Clinical practice guidelines for the management of patients with histoplasmosis: 2007 update by the Infectious Diseases Society of America.

BIBLIOGRAPHIC SOURCE(S)

GUIDELINE STATUS

This is the current release of the guideline.

This guideline updates a previous version: Wheat J, Sarosi G, McKinsey D, Hamill R, Bradsher R, Johnson P, Loyd J, Kauffman C. Practice guidelines for the management of patients with histoplasmosis. Infectious Diseases Society of America.
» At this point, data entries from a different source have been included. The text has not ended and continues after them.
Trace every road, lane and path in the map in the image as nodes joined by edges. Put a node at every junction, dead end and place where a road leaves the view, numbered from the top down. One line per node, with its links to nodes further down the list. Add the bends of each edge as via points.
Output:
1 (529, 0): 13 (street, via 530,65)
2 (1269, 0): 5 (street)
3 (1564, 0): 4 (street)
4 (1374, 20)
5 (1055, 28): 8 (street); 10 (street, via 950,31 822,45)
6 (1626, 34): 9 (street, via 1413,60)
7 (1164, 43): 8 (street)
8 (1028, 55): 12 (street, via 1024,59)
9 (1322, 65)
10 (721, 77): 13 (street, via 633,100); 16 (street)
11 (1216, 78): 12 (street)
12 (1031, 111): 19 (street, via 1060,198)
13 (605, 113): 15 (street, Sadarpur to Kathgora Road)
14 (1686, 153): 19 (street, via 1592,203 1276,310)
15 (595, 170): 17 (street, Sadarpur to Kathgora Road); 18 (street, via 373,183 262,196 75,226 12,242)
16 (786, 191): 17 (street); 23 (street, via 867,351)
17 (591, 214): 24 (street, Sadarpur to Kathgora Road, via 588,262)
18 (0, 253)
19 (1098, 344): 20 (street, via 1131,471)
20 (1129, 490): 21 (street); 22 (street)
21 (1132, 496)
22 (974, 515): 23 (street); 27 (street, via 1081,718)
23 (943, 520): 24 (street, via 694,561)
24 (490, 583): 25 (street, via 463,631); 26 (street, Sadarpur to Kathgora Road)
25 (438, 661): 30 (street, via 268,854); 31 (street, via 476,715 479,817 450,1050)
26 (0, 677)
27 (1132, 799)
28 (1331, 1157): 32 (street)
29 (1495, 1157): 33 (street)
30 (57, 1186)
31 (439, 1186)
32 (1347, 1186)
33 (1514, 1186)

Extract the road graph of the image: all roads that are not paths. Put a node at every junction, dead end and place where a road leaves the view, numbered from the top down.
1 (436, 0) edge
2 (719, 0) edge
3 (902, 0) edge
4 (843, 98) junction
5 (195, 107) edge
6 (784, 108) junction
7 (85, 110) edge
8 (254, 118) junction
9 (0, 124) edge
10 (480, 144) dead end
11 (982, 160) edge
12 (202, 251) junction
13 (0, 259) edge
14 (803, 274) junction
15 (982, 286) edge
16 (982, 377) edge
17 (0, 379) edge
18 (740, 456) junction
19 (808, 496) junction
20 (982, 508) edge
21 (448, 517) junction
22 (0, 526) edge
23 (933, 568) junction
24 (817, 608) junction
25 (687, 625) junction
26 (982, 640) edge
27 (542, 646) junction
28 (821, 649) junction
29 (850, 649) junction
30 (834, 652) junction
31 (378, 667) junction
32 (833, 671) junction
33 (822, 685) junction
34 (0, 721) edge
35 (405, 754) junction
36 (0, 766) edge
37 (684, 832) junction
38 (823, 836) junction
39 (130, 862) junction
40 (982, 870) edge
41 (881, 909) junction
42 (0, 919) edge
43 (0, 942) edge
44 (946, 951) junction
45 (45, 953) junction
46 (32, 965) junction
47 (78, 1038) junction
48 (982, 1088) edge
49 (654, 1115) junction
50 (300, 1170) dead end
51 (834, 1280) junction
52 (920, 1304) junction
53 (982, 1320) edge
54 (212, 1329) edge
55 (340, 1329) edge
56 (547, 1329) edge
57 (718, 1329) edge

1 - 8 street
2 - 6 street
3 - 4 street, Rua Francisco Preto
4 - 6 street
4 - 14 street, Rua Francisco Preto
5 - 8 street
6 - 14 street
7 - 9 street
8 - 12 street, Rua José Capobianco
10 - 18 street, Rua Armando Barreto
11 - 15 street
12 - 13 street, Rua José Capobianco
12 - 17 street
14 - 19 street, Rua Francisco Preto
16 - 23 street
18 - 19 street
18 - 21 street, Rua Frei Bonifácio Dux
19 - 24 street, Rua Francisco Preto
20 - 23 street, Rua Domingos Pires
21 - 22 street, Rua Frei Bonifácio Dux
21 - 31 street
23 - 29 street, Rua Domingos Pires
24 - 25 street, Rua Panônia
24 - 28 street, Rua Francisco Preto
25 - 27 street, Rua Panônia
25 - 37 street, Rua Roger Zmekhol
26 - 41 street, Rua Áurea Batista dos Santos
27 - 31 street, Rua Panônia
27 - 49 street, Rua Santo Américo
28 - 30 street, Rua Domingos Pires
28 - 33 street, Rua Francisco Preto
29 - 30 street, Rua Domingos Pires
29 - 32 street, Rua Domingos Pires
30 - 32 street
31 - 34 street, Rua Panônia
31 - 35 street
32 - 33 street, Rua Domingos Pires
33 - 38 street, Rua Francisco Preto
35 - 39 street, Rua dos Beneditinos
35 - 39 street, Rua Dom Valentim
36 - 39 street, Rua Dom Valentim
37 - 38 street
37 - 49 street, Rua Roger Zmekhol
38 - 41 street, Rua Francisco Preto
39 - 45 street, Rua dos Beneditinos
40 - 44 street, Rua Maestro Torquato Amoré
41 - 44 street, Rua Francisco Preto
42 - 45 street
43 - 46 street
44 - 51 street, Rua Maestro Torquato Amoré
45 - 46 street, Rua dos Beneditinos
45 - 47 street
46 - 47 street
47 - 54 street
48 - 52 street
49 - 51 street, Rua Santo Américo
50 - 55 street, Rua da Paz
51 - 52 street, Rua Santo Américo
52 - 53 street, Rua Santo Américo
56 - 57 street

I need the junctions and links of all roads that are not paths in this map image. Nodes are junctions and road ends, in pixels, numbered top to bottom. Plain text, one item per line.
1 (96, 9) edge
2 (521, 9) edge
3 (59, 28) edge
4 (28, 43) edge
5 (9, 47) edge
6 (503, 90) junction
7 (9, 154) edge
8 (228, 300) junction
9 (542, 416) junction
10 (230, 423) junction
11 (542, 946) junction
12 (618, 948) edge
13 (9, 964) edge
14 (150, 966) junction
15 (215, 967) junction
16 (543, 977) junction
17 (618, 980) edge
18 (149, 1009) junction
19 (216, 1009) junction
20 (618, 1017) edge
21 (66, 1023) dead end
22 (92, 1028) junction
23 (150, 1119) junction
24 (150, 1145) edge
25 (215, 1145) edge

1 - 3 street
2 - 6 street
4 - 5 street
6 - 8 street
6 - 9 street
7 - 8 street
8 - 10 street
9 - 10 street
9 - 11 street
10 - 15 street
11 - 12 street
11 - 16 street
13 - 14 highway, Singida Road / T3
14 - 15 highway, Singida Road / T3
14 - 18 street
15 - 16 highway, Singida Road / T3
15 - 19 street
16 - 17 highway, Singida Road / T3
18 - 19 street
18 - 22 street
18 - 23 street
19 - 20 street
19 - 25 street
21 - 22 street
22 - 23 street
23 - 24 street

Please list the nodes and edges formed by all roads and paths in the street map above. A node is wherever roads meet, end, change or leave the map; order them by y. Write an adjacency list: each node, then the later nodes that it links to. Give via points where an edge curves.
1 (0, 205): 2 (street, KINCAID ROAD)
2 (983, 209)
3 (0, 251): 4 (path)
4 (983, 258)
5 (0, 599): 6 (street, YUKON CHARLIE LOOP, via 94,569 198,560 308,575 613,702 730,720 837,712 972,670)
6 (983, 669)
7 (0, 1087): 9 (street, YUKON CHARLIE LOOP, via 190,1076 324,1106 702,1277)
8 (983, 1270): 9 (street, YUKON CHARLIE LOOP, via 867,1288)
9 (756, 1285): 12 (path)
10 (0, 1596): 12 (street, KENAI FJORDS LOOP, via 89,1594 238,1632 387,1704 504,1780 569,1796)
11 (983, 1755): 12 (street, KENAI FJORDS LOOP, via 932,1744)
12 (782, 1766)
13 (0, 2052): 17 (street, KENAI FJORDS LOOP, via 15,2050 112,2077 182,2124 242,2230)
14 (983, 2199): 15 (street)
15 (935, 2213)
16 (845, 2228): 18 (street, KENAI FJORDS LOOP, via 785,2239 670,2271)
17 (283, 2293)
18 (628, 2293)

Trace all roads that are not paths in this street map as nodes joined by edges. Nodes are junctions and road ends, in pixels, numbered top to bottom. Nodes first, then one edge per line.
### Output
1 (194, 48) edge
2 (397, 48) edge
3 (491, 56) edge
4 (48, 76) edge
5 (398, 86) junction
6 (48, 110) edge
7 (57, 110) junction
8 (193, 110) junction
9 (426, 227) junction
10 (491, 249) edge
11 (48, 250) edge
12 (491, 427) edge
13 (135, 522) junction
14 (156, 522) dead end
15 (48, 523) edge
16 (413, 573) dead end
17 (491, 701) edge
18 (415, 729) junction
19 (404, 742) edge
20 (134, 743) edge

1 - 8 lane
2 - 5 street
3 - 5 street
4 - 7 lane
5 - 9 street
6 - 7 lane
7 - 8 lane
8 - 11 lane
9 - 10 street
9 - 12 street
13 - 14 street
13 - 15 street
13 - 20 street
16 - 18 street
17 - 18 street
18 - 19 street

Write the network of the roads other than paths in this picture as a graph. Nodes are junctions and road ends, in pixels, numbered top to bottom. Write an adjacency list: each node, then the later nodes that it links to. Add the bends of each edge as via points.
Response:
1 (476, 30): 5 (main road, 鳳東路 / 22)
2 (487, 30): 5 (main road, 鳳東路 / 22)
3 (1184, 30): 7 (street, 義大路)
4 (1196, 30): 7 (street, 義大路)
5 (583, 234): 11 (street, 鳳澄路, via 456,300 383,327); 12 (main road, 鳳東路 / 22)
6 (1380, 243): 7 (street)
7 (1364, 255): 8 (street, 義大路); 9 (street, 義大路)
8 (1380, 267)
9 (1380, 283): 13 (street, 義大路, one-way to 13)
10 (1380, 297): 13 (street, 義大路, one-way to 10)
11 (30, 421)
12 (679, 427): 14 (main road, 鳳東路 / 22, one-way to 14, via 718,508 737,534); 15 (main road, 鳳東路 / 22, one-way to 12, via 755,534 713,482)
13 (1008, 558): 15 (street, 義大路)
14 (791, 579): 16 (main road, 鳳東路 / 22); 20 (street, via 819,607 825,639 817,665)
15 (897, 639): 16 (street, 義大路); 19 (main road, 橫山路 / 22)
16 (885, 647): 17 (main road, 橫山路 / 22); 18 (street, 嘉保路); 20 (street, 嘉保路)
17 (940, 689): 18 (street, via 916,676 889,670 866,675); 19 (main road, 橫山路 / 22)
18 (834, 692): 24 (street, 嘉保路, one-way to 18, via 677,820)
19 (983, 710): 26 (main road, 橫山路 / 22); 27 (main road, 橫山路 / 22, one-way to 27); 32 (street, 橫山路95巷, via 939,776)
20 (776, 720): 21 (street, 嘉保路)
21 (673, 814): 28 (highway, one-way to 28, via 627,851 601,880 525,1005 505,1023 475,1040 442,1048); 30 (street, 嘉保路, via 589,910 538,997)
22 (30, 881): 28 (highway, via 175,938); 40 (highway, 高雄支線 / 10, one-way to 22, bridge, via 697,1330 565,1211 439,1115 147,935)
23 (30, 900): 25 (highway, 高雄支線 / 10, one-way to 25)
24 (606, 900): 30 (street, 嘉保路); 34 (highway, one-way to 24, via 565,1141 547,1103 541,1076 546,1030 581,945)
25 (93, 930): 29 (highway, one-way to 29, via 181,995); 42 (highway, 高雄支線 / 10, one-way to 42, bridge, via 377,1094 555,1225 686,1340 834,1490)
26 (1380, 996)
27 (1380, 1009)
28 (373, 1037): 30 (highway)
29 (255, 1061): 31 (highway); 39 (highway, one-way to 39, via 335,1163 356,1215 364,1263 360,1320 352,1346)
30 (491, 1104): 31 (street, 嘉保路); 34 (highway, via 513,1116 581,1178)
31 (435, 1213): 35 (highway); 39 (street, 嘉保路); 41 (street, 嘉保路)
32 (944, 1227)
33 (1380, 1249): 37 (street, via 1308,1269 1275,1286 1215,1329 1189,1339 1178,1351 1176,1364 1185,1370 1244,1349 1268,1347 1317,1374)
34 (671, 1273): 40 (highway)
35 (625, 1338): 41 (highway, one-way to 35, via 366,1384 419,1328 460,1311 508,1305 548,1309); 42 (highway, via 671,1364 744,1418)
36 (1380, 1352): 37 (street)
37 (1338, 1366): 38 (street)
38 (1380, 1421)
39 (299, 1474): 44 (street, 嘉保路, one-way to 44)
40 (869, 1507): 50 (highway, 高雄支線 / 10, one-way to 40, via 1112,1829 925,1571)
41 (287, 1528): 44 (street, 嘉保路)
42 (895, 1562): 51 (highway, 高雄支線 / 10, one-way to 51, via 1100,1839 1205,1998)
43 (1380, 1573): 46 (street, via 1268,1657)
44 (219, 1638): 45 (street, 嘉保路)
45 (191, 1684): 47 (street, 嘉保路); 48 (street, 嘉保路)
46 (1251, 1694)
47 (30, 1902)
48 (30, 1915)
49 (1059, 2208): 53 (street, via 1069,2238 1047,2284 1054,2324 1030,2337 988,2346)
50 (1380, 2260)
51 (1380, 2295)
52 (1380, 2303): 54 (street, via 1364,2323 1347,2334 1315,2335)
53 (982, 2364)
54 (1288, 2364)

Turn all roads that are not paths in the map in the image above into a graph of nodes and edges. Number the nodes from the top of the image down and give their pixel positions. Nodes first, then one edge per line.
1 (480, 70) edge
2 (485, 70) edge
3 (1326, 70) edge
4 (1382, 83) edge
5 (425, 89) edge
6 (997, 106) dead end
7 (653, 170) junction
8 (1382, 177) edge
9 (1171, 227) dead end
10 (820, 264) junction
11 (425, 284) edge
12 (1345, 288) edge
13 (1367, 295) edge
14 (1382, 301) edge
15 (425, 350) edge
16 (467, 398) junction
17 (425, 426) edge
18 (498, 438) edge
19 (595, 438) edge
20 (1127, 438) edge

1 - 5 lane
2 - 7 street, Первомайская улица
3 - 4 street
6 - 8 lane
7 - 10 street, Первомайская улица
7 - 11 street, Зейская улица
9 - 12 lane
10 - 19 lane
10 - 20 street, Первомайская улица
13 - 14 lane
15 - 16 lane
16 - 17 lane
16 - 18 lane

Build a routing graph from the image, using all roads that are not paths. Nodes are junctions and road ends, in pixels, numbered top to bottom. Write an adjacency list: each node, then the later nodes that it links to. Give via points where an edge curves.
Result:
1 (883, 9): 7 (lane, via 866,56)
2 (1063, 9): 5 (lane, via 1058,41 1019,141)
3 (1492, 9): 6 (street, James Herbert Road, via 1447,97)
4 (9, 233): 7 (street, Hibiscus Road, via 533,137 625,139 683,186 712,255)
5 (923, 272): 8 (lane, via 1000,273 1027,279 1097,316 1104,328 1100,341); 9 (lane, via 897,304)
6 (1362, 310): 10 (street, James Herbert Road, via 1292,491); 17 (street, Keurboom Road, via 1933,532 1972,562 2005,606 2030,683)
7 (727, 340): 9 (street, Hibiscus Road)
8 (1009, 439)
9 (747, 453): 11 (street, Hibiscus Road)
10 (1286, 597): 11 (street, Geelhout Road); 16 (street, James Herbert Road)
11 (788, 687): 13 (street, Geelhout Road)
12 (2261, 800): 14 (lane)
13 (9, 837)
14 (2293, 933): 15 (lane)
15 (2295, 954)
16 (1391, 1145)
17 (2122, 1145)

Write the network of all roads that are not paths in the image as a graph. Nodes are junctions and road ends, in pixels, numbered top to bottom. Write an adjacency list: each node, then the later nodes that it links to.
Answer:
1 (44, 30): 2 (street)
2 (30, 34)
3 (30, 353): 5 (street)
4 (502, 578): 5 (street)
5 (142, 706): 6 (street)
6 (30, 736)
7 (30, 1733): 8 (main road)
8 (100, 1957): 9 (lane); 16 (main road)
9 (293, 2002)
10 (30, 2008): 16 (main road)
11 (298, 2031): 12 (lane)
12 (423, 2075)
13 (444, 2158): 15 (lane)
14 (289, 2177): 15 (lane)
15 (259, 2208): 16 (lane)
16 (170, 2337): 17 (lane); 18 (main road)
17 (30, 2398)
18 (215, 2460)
Clin Infect Dis 2000 Apr;30(4):688-95.

BRIEF SUMMARY CONTENT

 
RECOMMENDATIONS
 EVIDENCE SUPPORTING THE RECOMMENDATIONS
 IDENTIFYING INFORMATION AND AVAILABILITY
 DISCLAIMER

 Go to the Complete Summary

RECOMMENDATIONS

MAJOR RECOMMENDATIONS

Definitions of the levels of evidence (I-III) and grades of recommendation (A-C) are repeated at the end of the "Major Recommendations" field.

Indications for Antifungal Therapy

Definite Indication, Proven or Probable Efficacy

  • Acute diffuse pulmonary, moderately severe or severe symptoms
  • Chronic cavitary pulmonary
  • Progressive disseminated
  • Central nervous system infection

Uncertain Indication, Unknown Efficacy

  • Acute focal pulmonary, asymptomatic or mild symptoms persistent >1 month
  • Mediastinal lymphadenitis
  • Mediastinal granuloma
  • Inflammatory syndromes, treated with corticosteroids

Not Recommended, Unknown Efficacy or Ineffective

  • Mediastinal fibrosis
  • Pulmonary nodule
  • Broncholithiasis
  • Presumed ocular histoplasmosis syndrome

What Is the Treatment for Acute and Chronic Pulmonary Histoplasmosis?

Moderately Severe To Severe Acute Pulmonary Histoplasmosis

  1. Lipid formulation of amphotericin B, 3.0 to 5.0 mg/kg/day (d) intravenously (IV), for one to two weeks, followed by itraconazole, 200 mg 3 times daily for 3 days and then 200 mg twice daily, for a total of 12 weeks is recommended (AIII).
  2. The deoxycholate formulation of amphotericin B 0.7 to 1.0 mg/kg/d is an alternative to a lipid formulation in patients who are at a low risk for nephrotoxicity (AIII).
  3. Methylprednisolone, 0.5 to 1.0 mg/kg/d given intravenously, during the first 1 to 2 weeks of antifungal therapy is recommended for patients who develop respiratory complications, including hypoxemia or significant respiratory distress (BIII).

Mild to Moderate Acute Pulmonary Histoplasmosis

  1. Treatment is usually unnecessary (AIII). Itraconazole, 200 mg 3 times daily for 3 days and then 200 mg once or twice daily, for 6 to 12 weeks is recommended in those patients who continue to have symptoms for longer than  a month (BIII).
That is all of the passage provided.